🔅#13🔅

1.9K 220 2
                                    

Jingga berjalan dengan sedikit tertatih menyusul Senja yang hendak memasuki angkot.

"Ja, lu jahat banget gak bantuin gue," cemberut Jingga begitu mendudukkan bokongnya di samping Senja.

"Oh." Hanya itu balasan dari Senja yang membuat Jingga memegang dadanya dramatis.

"Damage, Ja. Hadoh ... atit," ucap Jingga lebay.

Senja menoleh, menatap gadis di sampingnya dengan tatapan sulit diartikan.

"Kenapa?" tanya Jingga ketika merasa diperhatikan oleh Senja. Yang ditanya justru mengalihkan pandangannya, lalu menggelengkan kepala tak habis pikir.

"Ja, lo gak lagi suka sama cowok gitu? Lo gak pernah pacaran?" Jingga membuka topik baru.

'Kenapa? Kalo gue suka sama cowok, lo bakal rebut lagi?' Pertanyaan itu hanya bisa Senja lontarkan di dalam hati, pada kenyataannya ia hanya diam dengan tatapan tajam yang menghunus retina Jingga.

"Ja, serem tau di tatap begitu," ucap Jingga bergidik ngeri.

"Lo marah?" Sepertinya gadis ini memang suka sekali melontarkan pertanyaan pada Senja.

"Ja, jawab kali," kesal Jingga karena tak mendapat tanggapan dari Senja.

"Gue gak pernah marah sama lo," kata Senja yang membuat Jingga terkejut bukan main.

"Serius?" tanya Jingga tak percaya.

"Eum ...." Senja mengangguk-anggukkan kepalanya.

"Tapi gue benci," lanjutnya dengan senyum miring. Jingga terdiam, syok dengan jawaban Senja.

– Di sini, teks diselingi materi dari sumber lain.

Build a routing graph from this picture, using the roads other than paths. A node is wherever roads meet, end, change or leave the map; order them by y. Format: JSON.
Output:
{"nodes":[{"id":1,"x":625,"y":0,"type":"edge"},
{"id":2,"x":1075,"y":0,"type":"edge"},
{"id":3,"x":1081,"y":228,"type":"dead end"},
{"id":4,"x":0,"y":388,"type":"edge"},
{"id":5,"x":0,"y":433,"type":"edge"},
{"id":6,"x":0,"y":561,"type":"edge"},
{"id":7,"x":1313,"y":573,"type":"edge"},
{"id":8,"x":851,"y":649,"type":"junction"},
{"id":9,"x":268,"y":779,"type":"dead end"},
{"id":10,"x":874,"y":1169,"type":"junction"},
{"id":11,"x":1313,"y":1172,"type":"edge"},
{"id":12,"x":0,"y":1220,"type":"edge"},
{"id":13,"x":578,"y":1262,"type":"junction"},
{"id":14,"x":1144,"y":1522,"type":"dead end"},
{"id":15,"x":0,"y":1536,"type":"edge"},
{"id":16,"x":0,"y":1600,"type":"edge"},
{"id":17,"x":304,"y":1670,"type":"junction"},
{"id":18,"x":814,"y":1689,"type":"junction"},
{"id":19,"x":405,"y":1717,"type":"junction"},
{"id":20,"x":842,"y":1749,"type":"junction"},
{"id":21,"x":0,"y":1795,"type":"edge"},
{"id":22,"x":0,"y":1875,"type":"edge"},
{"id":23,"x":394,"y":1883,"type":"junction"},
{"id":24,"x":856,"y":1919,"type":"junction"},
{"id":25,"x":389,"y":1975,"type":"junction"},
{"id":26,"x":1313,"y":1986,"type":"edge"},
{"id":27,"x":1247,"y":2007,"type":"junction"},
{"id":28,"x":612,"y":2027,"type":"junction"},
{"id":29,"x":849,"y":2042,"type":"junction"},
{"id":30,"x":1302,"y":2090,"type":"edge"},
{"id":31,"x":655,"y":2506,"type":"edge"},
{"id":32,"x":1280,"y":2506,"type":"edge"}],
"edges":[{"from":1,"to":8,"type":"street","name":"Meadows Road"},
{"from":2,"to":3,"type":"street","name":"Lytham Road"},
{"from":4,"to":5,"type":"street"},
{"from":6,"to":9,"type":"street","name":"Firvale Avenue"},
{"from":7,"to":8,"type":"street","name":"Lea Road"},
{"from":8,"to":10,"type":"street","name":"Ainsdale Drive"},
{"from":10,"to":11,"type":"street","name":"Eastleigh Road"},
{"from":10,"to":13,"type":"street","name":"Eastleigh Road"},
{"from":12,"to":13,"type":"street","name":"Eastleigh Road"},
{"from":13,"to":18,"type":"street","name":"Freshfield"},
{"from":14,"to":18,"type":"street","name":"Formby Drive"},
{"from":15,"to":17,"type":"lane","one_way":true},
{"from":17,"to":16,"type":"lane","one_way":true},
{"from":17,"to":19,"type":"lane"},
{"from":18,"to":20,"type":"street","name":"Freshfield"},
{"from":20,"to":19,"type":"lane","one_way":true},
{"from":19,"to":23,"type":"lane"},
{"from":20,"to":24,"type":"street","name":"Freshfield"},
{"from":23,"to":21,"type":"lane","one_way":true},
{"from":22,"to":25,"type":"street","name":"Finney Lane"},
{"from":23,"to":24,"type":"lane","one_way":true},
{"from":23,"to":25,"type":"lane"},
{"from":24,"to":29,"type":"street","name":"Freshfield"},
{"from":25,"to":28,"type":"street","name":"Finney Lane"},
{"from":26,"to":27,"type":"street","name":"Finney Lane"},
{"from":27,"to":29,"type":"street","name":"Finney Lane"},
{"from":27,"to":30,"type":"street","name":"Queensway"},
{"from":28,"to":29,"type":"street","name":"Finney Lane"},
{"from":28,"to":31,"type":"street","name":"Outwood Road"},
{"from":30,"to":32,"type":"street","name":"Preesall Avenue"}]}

"Gue benci dengan semua tindakan lo, perkataan lo, bahkan gue benci karna harus liat lo setiap hari," jelas Senja membuat Jingga menunduk sedih.

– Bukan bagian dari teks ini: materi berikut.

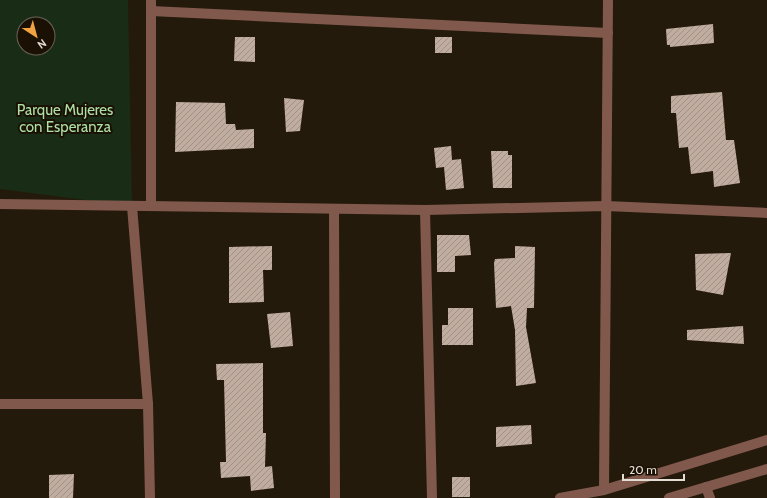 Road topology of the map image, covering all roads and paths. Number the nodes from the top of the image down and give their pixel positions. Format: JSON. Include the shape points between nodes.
{"nodes":[{"id":1,"x":151,"y":0,"type":"edge"},
{"id":2,"x":608,"y":0,"type":"edge"},
{"id":3,"x":151,"y":11,"type":"junction"},
{"id":4,"x":608,"y":32,"type":"junction"},
{"id":5,"x":0,"y":204,"type":"edge"},
{"id":6,"x":132,"y":206,"type":"junction"},
{"id":7,"x":150,"y":206,"type":"junction"},
{"id":8,"x":606,"y":206,"type":"junction"},
{"id":9,"x":334,"y":209,"type":"junction"},
{"id":10,"x":425,"y":210,"type":"junction"},
{"id":11,"x":767,"y":213,"type":"edge"},
{"id":12,"x":0,"y":404,"type":"edge"},
{"id":13,"x":148,"y":404,"type":"junction"},
{"id":14,"x":767,"y":440,"type":"edge"},
{"id":15,"x":767,"y":469,"type":"edge"},
{"id":16,"x":706,"y":487,"type":"junction"},
{"id":17,"x":604,"y":490,"type":"junction"},
{"id":18,"x":150,"y":498,"type":"edge"},
{"id":19,"x":335,"y":498,"type":"edge"},
{"id":20,"x":432,"y":498,"type":"edge"},
{"id":21,"x":560,"y":498,"type":"edge"},
{"id":22,"x":669,"y":498,"type":"edge"},
{"id":23,"x":710,"y":498,"type":"edge"}],
"edges":[{"from":1,"to":3,"type":"street"},
{"from":2,"to":4,"type":"street"},
{"from":3,"to":4,"type":"street"},
{"from":3,"to":7,"type":"street"},
{"from":4,"to":8,"type":"street"},
{"from":5,"to":6,"type":"street"},
{"from":6,"to":7,"type":"street"},
{"from":6,"to":13,"type":"street"},
{"from":7,"to":9,"type":"street"},
{"from":8,"to":10,"type":"street"},
{"from":8,"to":11,"type":"street"},
{"from":8,"to":17,"type":"street"},
{"from":9,"to":10,"type":"street"},
{"from":9,"to":19,"type":"street"},
{"from":10,"to":20,"type":"street"},
{"from":12,"to":13,"type":"street"},
{"from":13,"to":18,"type":"street"},
{"from":14,"to":17,"type":"street"},
{"from":15,"to":16,"type":"street"},
{"from":16,"to":22,"type":"street"},
{"from":16,"to":23,"type":"street"},
{"from":17,"to":21,"type":"street"}]}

"Neng, kok neng kayak gitu sama kembarannya?" ucap seorang ibu-ibu yang duduk di depan mereka.

"Iya, gitu banget. Masa benci sama kembaran sendiri," timpal seorang wanita bersetelan jas kantor.

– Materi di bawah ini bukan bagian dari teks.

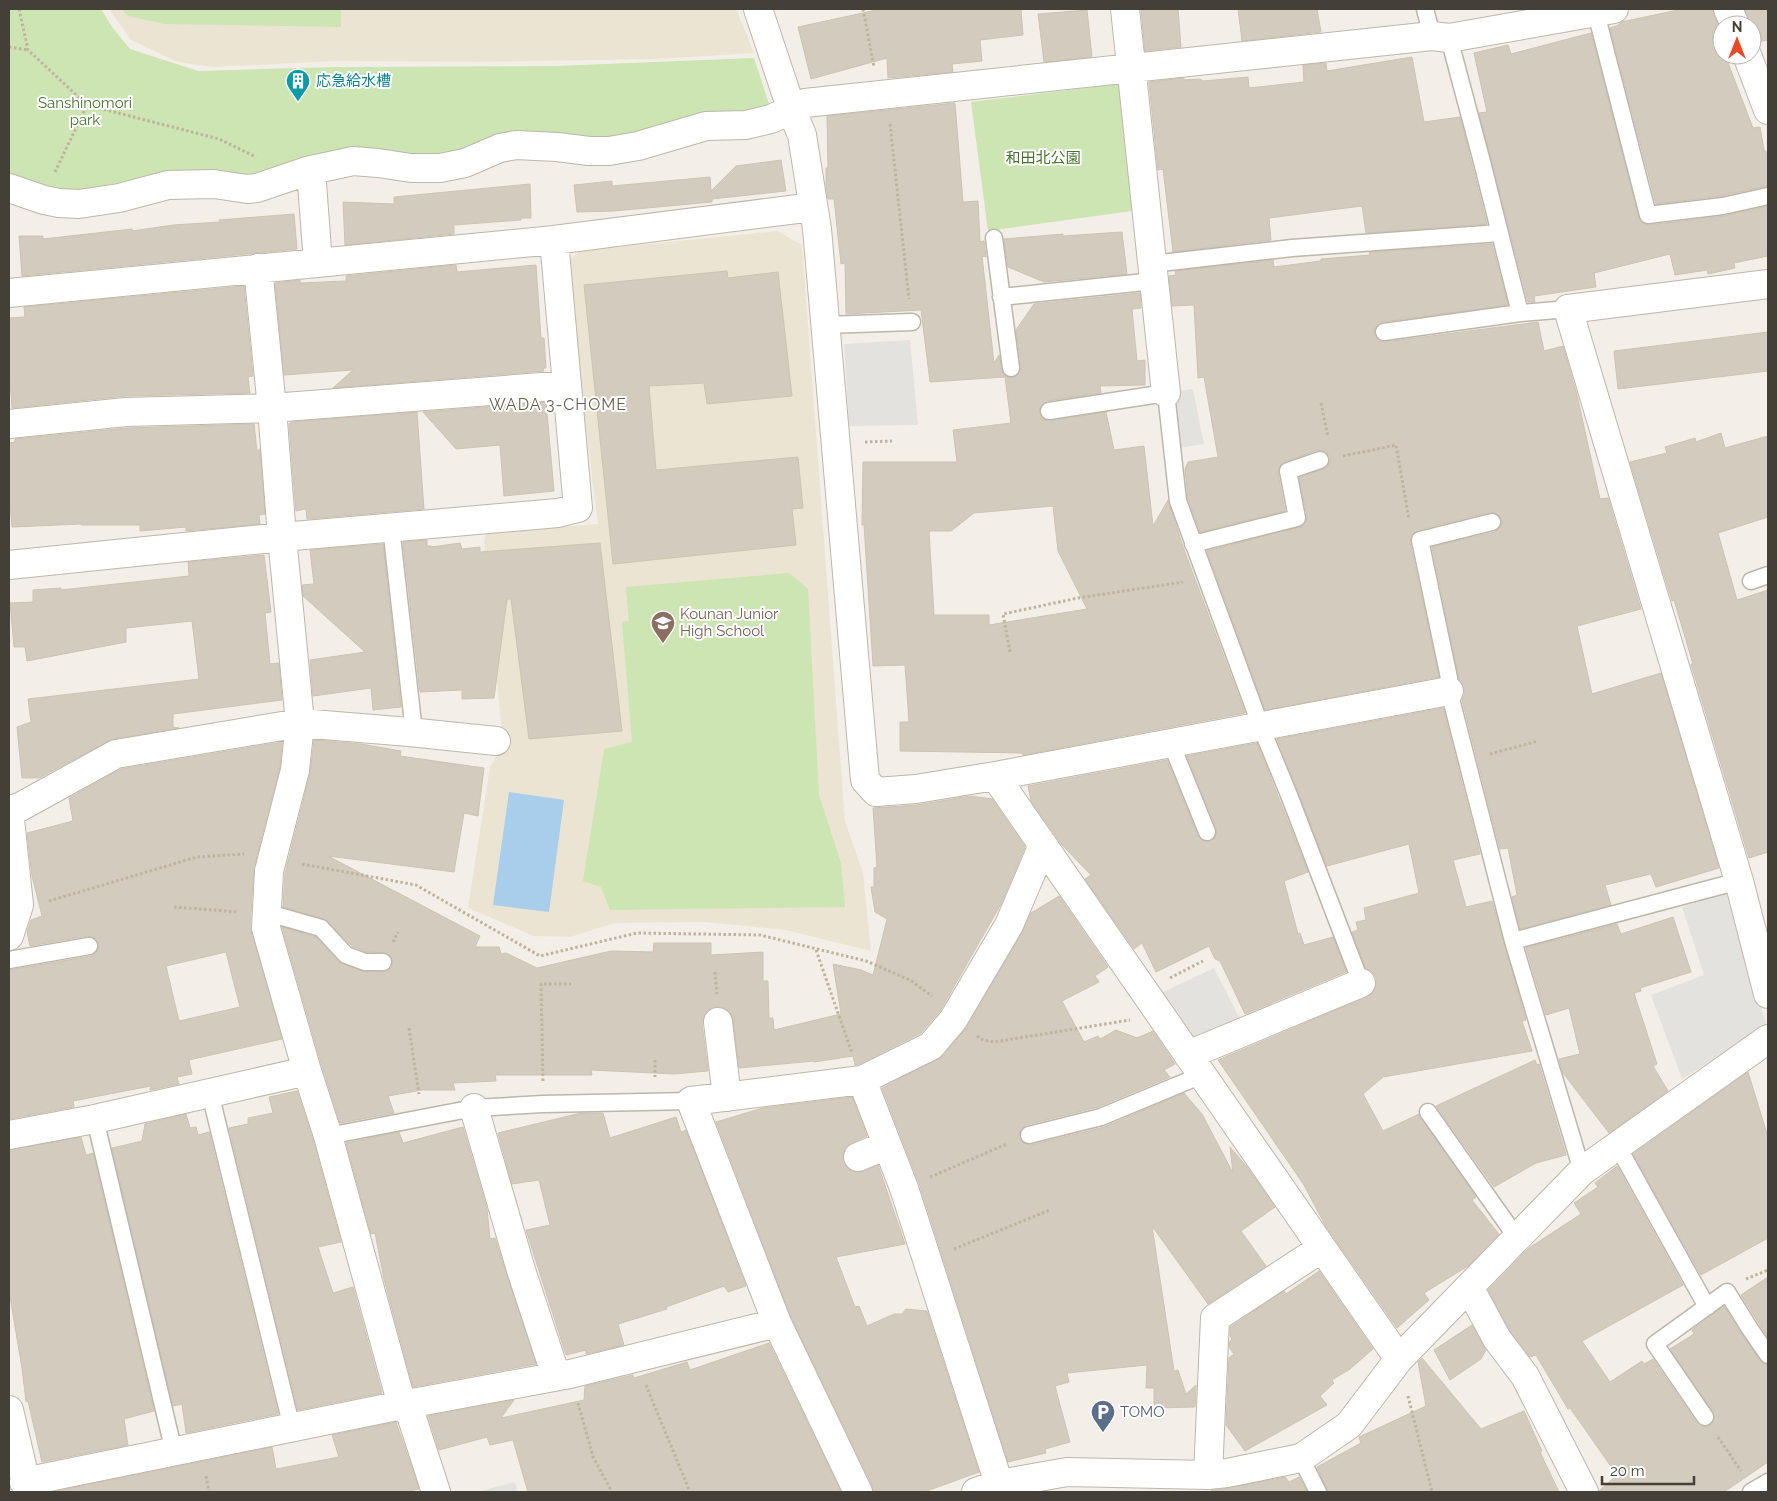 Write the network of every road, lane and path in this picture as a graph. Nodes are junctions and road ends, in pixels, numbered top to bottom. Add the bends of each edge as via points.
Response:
1 (19, 9) edge
2 (758, 9) edge
3 (863, 9) edge
4 (1125, 9) edge
5 (1425, 9) edge
6 (1605, 11) edge
7 (1440, 37) junction
8 (9, 48) edge
9 (28, 50) junction
10 (1751, 65) edge
11 (1131, 67) junction
12 (883, 94) junction
13 (86, 105) junction
14 (1768, 110) edge
15 (792, 111) junction
16 (259, 158) dead end
17 (311, 170) junction
18 (54, 174) dead end
19 (9, 188) edge
20 (1768, 196) edge
21 (812, 208) junction
22 (1500, 233) junction
23 (994, 238) dead end
24 (554, 240) junction
25 (318, 263) junction
26 (258, 268) junction
27 (1153, 273) junction
28 (1768, 284) edge
29 (9, 293) edge
30 (1001, 297) junction
31 (1568, 310) junction
32 (1520, 313) junction
33 (912, 322) joint
34 (826, 325) junction
35 (1384, 332) dead end
36 (1011, 368) dead end
37 (567, 385) junction
38 (1166, 393) junction
39 (1321, 403) dead end
40 (272, 408) junction
41 (1049, 411) dead end
42 (9, 424) edge
43 (1326, 459) junction
44 (1492, 522) dead end
45 (391, 527) junction
46 (282, 537) junction
47 (1420, 540) junction
48 (1193, 544) junction
49 (9, 565) edge
50 (1206, 575) junction
51 (1768, 575) edge
52 (1751, 580) dead end
53 (1010, 652) dead end
54 (1448, 691) junction
55 (300, 723) junction
56 (1261, 727) junction
57 (414, 732) junction
58 (496, 741) dead end
59 (1538, 741) dead end
60 (1172, 743) junction
61 (1466, 760) junction
62 (995, 776) junction
63 (1207, 832) dead end
64 (1043, 845) junction
65 (272, 858) junction
66 (1739, 882) junction
67 (174, 907) dead end
68 (266, 916) junction
69 (12, 924) edge
70 (1513, 941) junction
71 (90, 946) dead end
72 (816, 950) junction
73 (9, 960) edge
74 (1204, 961) dead end
75 (383, 962) dead end
76 (1361, 983) joint
77 (571, 984) dead end
78 (1143, 991) junction
79 (1768, 994) edge
80 (1161, 1016) junction
81 (955, 1017) junction
82 (718, 1022) dead end
83 (409, 1028) dead end
84 (1768, 1039) edge
85 (1195, 1065) junction
86 (307, 1071) junction
87 (862, 1080) junction
88 (210, 1093) junction
89 (727, 1097) junction
90 (691, 1101) junction
91 (544, 1104) junction
92 (474, 1108) junction
93 (1428, 1112) dead end
94 (95, 1118) junction
95 (425, 1118) junction
96 (1029, 1134) joint
97 (9, 1136) edge
98 (328, 1136) junction
99 (887, 1145) junction
100 (1617, 1145) junction
101 (858, 1157) dead end
102 (1582, 1171) junction
103 (904, 1188) junction
104 (1050, 1210) dead end
105 (1517, 1238) junction
106 (1322, 1248) junction
107 (928, 1259) junction
108 (1469, 1286) junction
109 (1707, 1307) junction
110 (777, 1323) junction
111 (1768, 1355) edge
112 (635, 1359) junction
113 (1399, 1359) junction
114 (563, 1375) junction
115 (402, 1405) junction
116 (9, 1410) edge
117 (1704, 1417) joint
118 (292, 1428) junction
119 (174, 1452) junction
120 (1300, 1458) junction
121 (1208, 1475) junction
122 (21, 1481) edge
123 (1117, 1482) edge
124 (987, 1488) edge
125 (1758, 1488) edge
126 (436, 1492) edge
127 (612, 1492) edge
128 (690, 1492) edge
129 (858, 1492) edge
130 (1318, 1492) edge
131 (1432, 1492) edge
132 (1584, 1492) edge

1 - 9 path
2 - 15 street
3 - 12 path
4 - 11 street
5 - 7 lane
6 - 7 street
6 - 20 lane via 1648,215 1724,206
7 - 11 street
7 - 22 lane
8 - 9 path
9 - 13 path
10 - 14 street
11 - 12 street
11 - 27 street
12 - 15 street via 804,103
12 - 33 path
13 - 16 path via 218,139
13 - 18 path
15 - 17 street via 746,125 706,126 610,151 516,145 440,168 353,161
15 - 21 street via 802,135
17 - 19 street via 257,188 214,184 168,185 79,204 44,200
17 - 25 street
21 - 24 street
21 - 34 street
22 - 27 lane via 1292,248
22 - 32 lane
23 - 30 lane
24 - 25 street
24 - 37 street
25 - 26 street
26 - 29 street
26 - 40 street
27 - 30 lane
27 - 38 street
28 - 31 street
30 - 36 lane
31 - 32 lane
31 - 66 street
32 - 35 lane
33 - 34 lane
34 - 62 street via 865,780 876,792
37 - 40 street
37 - 45 street via 578,508 558,513
38 - 41 lane
38 - 48 lane via 1178,501
39 - 43 path
40 - 42 street via 126,412
40 - 46 street
43 - 47 path via 1396,445 1412,532
43 - 48 lane via 1288,471 1297,518
44 - 47 lane
45 - 46 street
45 - 57 lane
46 - 49 street
46 - 55 street
47 - 54 lane via 1449,678
48 - 50 lane
50 - 53 path via 1178,584 1078,598 1002,614
50 - 56 lane
51 - 52 lane
54 - 56 street
54 - 61 lane
55 - 57 street
55 - 65 street via 295,770
55 - 69 street via 116,754 9,810 19,905
56 - 60 street
56 - 76 lane
57 - 58 street
59 - 61 path
60 - 62 street
60 - 63 lane
61 - 70 lane
62 - 64 street
64 - 78 street
64 - 81 street via 1009,925
65 - 68 street
65 - 69 path via 243,854 198,857 82,890
65 - 72 path via 416,885 540,956 637,932 760,935
66 - 70 lane
66 - 79 street
67 - 68 path
68 - 75 lane via 279,916 321,928 346,955 365,962
68 - 86 street via 266,928
70 - 102 lane
71 - 73 lane
72 - 81 path via 866,961 910,980
72 - 87 path
74 - 78 path
76 - 85 street
77 - 91 path via 540,984
78 - 80 street
80 - 81 path via 994,1042 983,1040
80 - 85 street
81 - 87 street via 931,1046
82 - 89 street
83 - 95 path via 416,1082
84 - 100 street
85 - 96 lane via 1101,1117
85 - 106 street
86 - 88 street
86 - 98 street
87 - 89 street
87 - 99 street
88 - 94 street
88 - 118 lane
89 - 90 street
90 - 91 lane
90 - 110 street
91 - 92 lane
92 - 95 lane
92 - 114 street via 521,1270
93 - 105 lane
94 - 97 street
94 - 119 lane
95 - 98 lane
96 - 103 path
98 - 115 street
99 - 101 street
99 - 103 street
100 - 102 street
100 - 109 lane
102 - 105 street
103 - 107 street
104 - 107 path
105 - 108 street
106 - 113 street
106 - 121 street via 1215,1318
107 - 124 street
108 - 113 street
108 - 132 street via 1497,1339 1526,1376
109 - 111 lane via 1727,1292
109 - 117 lane via 1655,1344
110 - 112 street
110 - 129 street
112 - 114 street
112 - 128 path
113 - 120 street via 1349,1425
113 - 131 path
114 - 115 street
114 - 127 path via 593,1457
115 - 118 street
115 - 126 street via 411,1415
116 - 122 street
117 - 125 path
118 - 119 street
119 - 122 street
120 - 121 street
120 - 130 lane
121 - 123 street
123 - 124 street via 1067,1472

"Kiri, Pak." Senja bangkit dari duduknya, namun sebelum ia benar-benar keluar dari angkot, gadis itu terlebih dahulu berbicara kepada ibu-ibu dan wanita tadi.

"Cobalah untuk gak ngurusin hidup orang lain, Kalian bahkan gak tau permasalahannya," ujar Senja lalu turun dan membayar angkot tersebut.

Jingga menatap kepergian Senja, lalu memutuskan untuk ikut turun.

"JA, TUNGGU," teriak Jingga lalu berlari mengejar Senja dengan tertatih.

"Berhenti ikutin gue," ujar Senja ketika Jingga telah berada di depannya.

"Tapi, Ja—"

"Lo mau jadi penguntit?" Senja memotong ucapan Jingga.

"Bukan gi—"

Belum sempat Jingga menyelesaikan kalimatnya, Senja terlebih dahulu pergi menjauh.

"Ck ... kebiasaan," decak Jingga kemudian menyusul saudara kembarnya.

Dengan sedikit kesusahan akibat lututnya yang perih karena terjatuh tadi, Jingga berusaha mensejajarkan langkah dengan Senja. Tidak mudah memang menyamai langkah Senja yang cepat, namun dengan sekuat tenaga akhirnya Jingga bisa menggapai saudara kembarnya itu.

Senja menghentikan langkah ketika bahunya di pegang oleh Jingga, lalu menatap gadis di sampingnya dengan tajam.

"Gue udah bilang jangan ngikutin gue, lo tuli?" geram Senja yang membuat Jingga menggeleng dengan cepat.

"Kenapa lo gak pulang aja hah? Jalan aja susah, sok-sok an mau ngikut," bentak Senja. Jingga menunduk, ia bukan takut, justru gadis itu hanya ingin memperhatikan kakinya.

Jingga mendongakkan kembali kepalanya dan tersenyum. "Secara gak langsung kamu perhatian sama aku, Ja," ucap gadis itu.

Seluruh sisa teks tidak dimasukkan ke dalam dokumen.